Transcribe the entries below exactly.

Data extracted from a collection
=== Section Start ===

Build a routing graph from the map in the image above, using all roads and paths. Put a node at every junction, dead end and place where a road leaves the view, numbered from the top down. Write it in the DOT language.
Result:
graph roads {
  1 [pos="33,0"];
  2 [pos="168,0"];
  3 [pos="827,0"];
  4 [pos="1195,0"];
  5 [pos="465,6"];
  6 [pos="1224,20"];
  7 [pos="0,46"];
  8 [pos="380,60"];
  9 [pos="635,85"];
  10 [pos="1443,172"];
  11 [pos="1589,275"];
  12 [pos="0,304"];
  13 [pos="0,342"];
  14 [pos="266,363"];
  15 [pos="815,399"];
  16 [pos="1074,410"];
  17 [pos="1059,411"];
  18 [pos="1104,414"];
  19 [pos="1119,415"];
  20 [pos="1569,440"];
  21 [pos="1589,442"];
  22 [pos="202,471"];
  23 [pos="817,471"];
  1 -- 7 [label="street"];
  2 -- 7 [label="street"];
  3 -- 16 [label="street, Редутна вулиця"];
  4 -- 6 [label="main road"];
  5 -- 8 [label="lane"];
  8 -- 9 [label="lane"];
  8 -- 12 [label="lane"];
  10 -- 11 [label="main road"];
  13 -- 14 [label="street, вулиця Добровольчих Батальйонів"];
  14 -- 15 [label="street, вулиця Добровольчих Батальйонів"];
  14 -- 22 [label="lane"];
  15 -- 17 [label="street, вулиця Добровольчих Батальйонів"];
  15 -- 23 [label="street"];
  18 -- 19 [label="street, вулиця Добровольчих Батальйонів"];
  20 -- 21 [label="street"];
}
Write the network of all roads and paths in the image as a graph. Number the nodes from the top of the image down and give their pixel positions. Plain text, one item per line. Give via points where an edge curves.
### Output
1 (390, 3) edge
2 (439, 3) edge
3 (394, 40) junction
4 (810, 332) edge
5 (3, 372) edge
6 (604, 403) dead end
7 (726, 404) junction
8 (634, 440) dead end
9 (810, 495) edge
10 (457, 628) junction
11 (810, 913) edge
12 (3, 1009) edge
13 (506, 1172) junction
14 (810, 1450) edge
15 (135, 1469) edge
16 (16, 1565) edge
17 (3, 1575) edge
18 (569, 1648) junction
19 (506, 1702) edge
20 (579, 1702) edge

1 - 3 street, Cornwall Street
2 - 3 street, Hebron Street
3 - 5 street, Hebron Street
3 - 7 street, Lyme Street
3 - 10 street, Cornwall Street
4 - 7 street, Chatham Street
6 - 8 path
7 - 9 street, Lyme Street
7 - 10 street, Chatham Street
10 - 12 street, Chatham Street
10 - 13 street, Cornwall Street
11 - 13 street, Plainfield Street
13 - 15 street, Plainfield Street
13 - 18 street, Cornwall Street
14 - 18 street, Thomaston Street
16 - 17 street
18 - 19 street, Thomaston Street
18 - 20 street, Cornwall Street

=== Section End ===

(RESPONSE AREA)
Build a routing graph from the map in the image above, using all roads and paths. Put a node at every junction, dead end and place where a road leaves the view, numbered from the top down. Write it in the DOT language.
Result:
graph roads {
  1 [pos="33,0"];
  2 [pos="168,0"];
  3 [pos="827,0"];
  4 [pos="1195,0"];
  5 [pos="465,6"];
  6 [pos="1224,20"];
  7 [pos="0,46"];
  8 [pos="380,60"];
  9 [pos="635,85"];
  10 [pos="1443,172"];
  11 [pos="1589,275"];
  12 [pos="0,304"];
  13 [pos="0,342"];
  14 [pos="266,363"];
  15 [pos="815,399"];
  16 [pos="1074,410"];
  17 [pos="1059,411"];
  18 [pos="1104,414"];
  19 [pos="1119,415"];
  20 [pos="1569,440"];
  21 [pos="1589,442"];
  22 [pos="202,471"];
  23 [pos="817,471"];
  1 -- 7 [label="street"];
  2 -- 7 [label="street"];
  3 -- 16 [label="street, Редутна вулиця"];
  4 -- 6 [label="main road"];
  5 -- 8 [label="lane"];
  8 -- 9 [label="lane"];
  8 -- 12 [label="lane"];
  10 -- 11 [label="main road"];
  13 -- 14 [label="street, вулиця Добровольчих Батальйонів"];
  14 -- 15 [label="street, вулиця Добровольчих Батальйонів"];
  14 -- 22 [label="lane"];
  15 -- 17 [label="street, вулиця Добровольчих Батальйонів"];
  15 -- 23 [label="street"];
  18 -- 19 [label="street, вулиця Добровольчих Батальйонів"];
  20 -- 21 [label="street"];
}
Write the network of all roads and paths in the image as a graph. Number the nodes from the top of the image down and give their pixel positions. Plain text, one item per line. Give via points where an edge curves.
### Output
1 (390, 3) edge
2 (439, 3) edge
3 (394, 40) junction
4 (810, 332) edge
5 (3, 372) edge
6 (604, 403) dead end
7 (726, 404) junction
8 (634, 440) dead end
9 (810, 495) edge
10 (457, 628) junction
11 (810, 913) edge
12 (3, 1009) edge
13 (506, 1172) junction
14 (810, 1450) edge
15 (135, 1469) edge
16 (16, 1565) edge
17 (3, 1575) edge
18 (569, 1648) junction
19 (506, 1702) edge
20 (579, 1702) edge

1 - 3 street, Cornwall Street
2 - 3 street, Hebron Street
3 - 5 street, Hebron Street
3 - 7 street, Lyme Street
3 - 10 street, Cornwall Street
4 - 7 street, Chatham Street
6 - 8 path
7 - 9 street, Lyme Street
7 - 10 street, Chatham Street
10 - 12 street, Chatham Street
10 - 13 street, Cornwall Street
11 - 13 street, Plainfield Street
13 - 15 street, Plainfield Street
13 - 18 street, Cornwall Street
14 - 18 street, Thomaston Street
16 - 17 street
18 - 19 street, Thomaston Street
18 - 20 street, Cornwall Street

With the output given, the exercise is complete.